Output: User-agent: Googlebot Allow: / User-agent: AhrefsBot Disallow: / Sitemap: https://example.com/sitemap.xml

Block parameter URL variants

Input: User-agent: * | Disallow: /*?sort= | Disallow: /*?filter=

Output: User-agent: * Disallow: /*?sort= Disallow: /*?filter=

Tips

  • Disallow blocks crawling, not indexing — to prevent a page from appearing in search results, add a noindex meta robots tag in addition to the disallow rule.
  • Always include a Sitemap: directive at the bottom of your robots.txt — it is one of the most reliable ways to ensure new content is discovered by crawlers promptly.
  • Test your robots.txt with Google Search Console's robots.txt Tester before deploying to verify the rules have the intended effect on specific URLs.
  • Do not block CSS and JavaScript files — Google needs them to render pages correctly for ranking. Blocking them can reduce your pages' ranking.
  • Add specific User-agent rules above the wildcard * block — when both match a bot, the more specific named rule takes precedence.

Frequently Asked Questions

Where does robots.txt go on my site?
robots.txt must be placed at the root of your domain at exactly https://yourdomain.com/robots.txt.

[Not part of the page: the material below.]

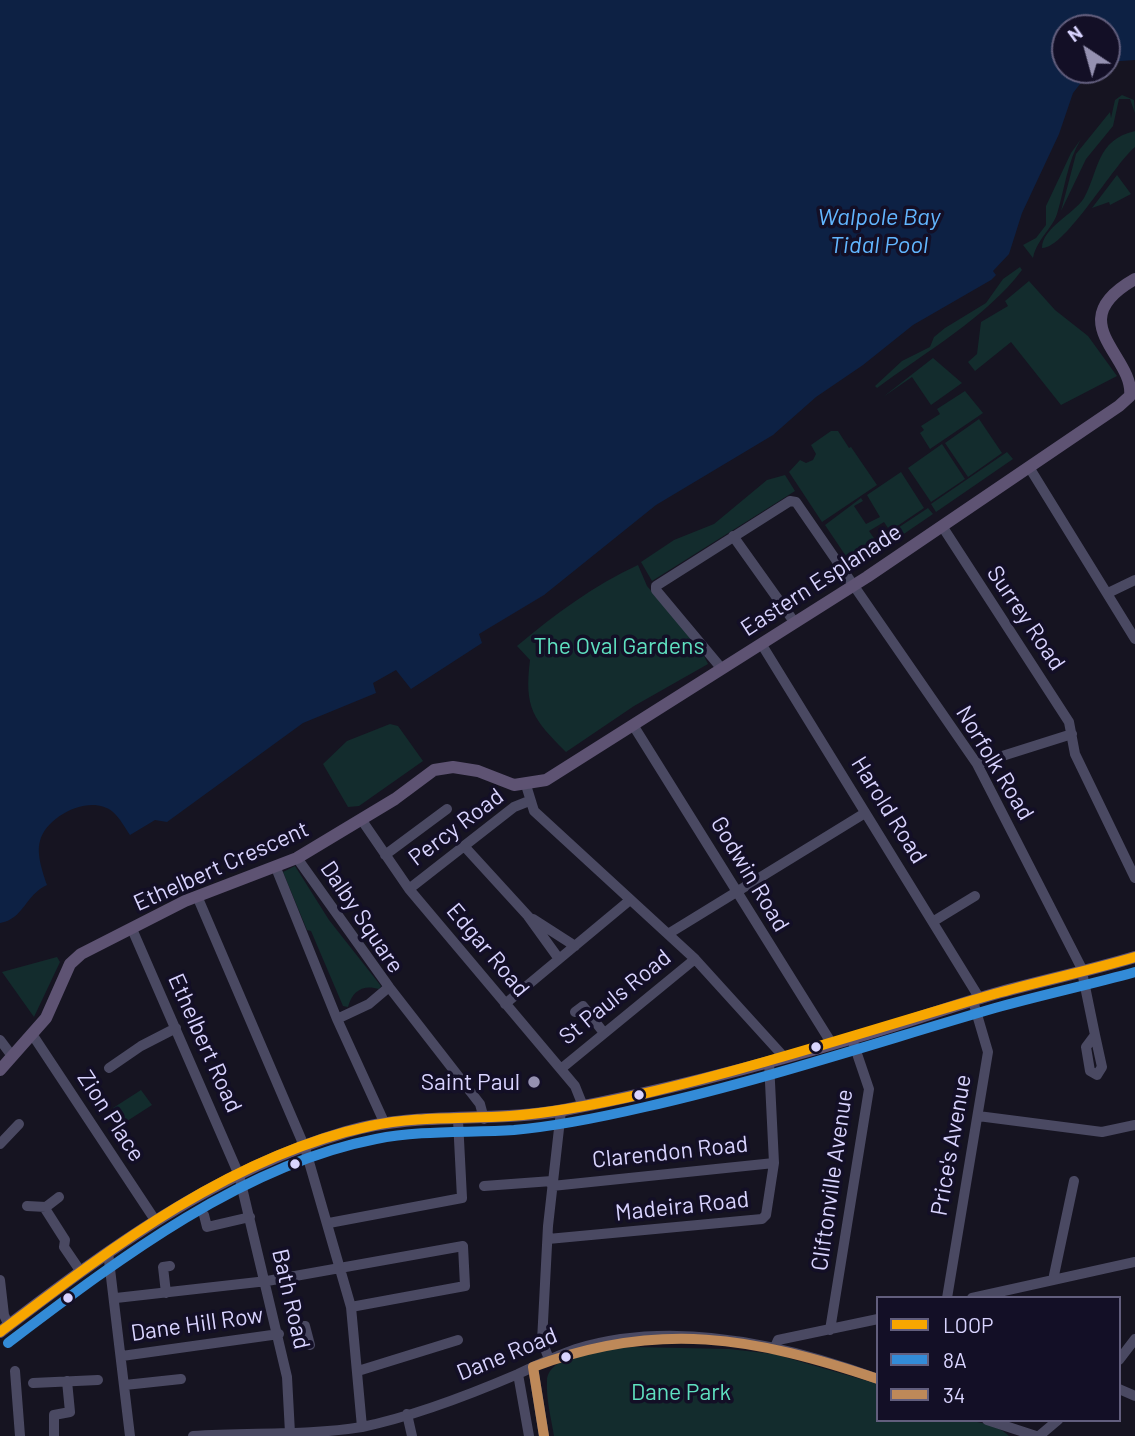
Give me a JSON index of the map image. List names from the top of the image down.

It cannot be in a subdirectory. A robots.txt at /blog/robots.txt controls nothing — crawlers only check the root location.
Does Disallow guarantee a page will not appear in search results?
No. Disallow blocks crawling but not indexing. A page can still appear in search results if it has inbound links, even if it is disallowed. To prevent indexing, use the noindex meta robots tag or X-Robots-Tag HTTP header.
What is the difference between robots.txt and the meta robots tag?
robots.txt controls crawling at the URL level — blocked URLs are not fetched. The meta robots tag controls what happens after the page is crawled: noindex prevents indexing, nofollow prevents link equity passing. Use robots.txt to save crawl budget; use noindex to prevent indexing.
Can I block specific bots like AhrefsBot or SemrushBot?
Yes. Add a separate User-agent: AhrefsBot block followed by Disallow: /. Well-behaved bots respect robots.txt, but malicious scrapers typically do not — robots.txt is not a security measure.
What does User-agent: * mean?
The wildcard * matches all robots and crawlers that have not been given a specific named user-agent block. Rules in the * block apply to any bot not addressed by a more specific block higher in the file.
Should I add my sitemap URL to robots.txt?
Yes. The Sitemap: directive is one of the most reliable ways to ensure all major crawlers discover your sitemap. Google, Bing, and other compliant crawlers read this directive when processing robots.txt.
Does case matter in robots.txt paths?
Yes. Path matching in robots.txt is case-sensitive on most servers. Disallow: /Admin does not block /admin. Always match the exact case of your actual URL paths.
Why is Google still indexing my disallowed page?
Google may have indexed the page before you added the disallow rule, or it may have discovered the URL from an external link and indexed it from that signal. Remove indexed pages using Google Search Console's URL removal tool, and add a noindex meta tag for belt-and-suspenders protection.

Explore the category

Glossary

robots.txt
A plain-text file placed at the root of a domain that instructs web crawlers which pages and directories they may or may not access, following the Robots Exclusion Protocol.
User-agent
A robots.txt directive that specifies which crawler the following rules apply to. Use * for all crawlers, or a specific name like Googlebot, Bingbot, or AhrefsBot for targeted rules.
Disallow
A robots.txt directive that instructs matching crawlers not to fetch URLs matching the specified path. An empty Disallow: value means the crawler is allowed everywhere on the site.
Allow
A robots.txt directive that explicitly permits crawling of a path, used to create exceptions within a broader Disallow rule. Allow takes precedence over Disallow when both match the same URL.
Sitemap
A robots.txt directive providing the absolute URL of an XML sitemap file, helping crawlers discover all indexable pages on a site. Multiple Sitemap: lines are allowed in a single robots.txt.
Crawl-delay
An optional robots.txt directive requesting a minimum wait time in seconds between requests from a crawler. Supported by some bots like Bingbot but not by Googlebot, which manages crawl rate separately via Search Console.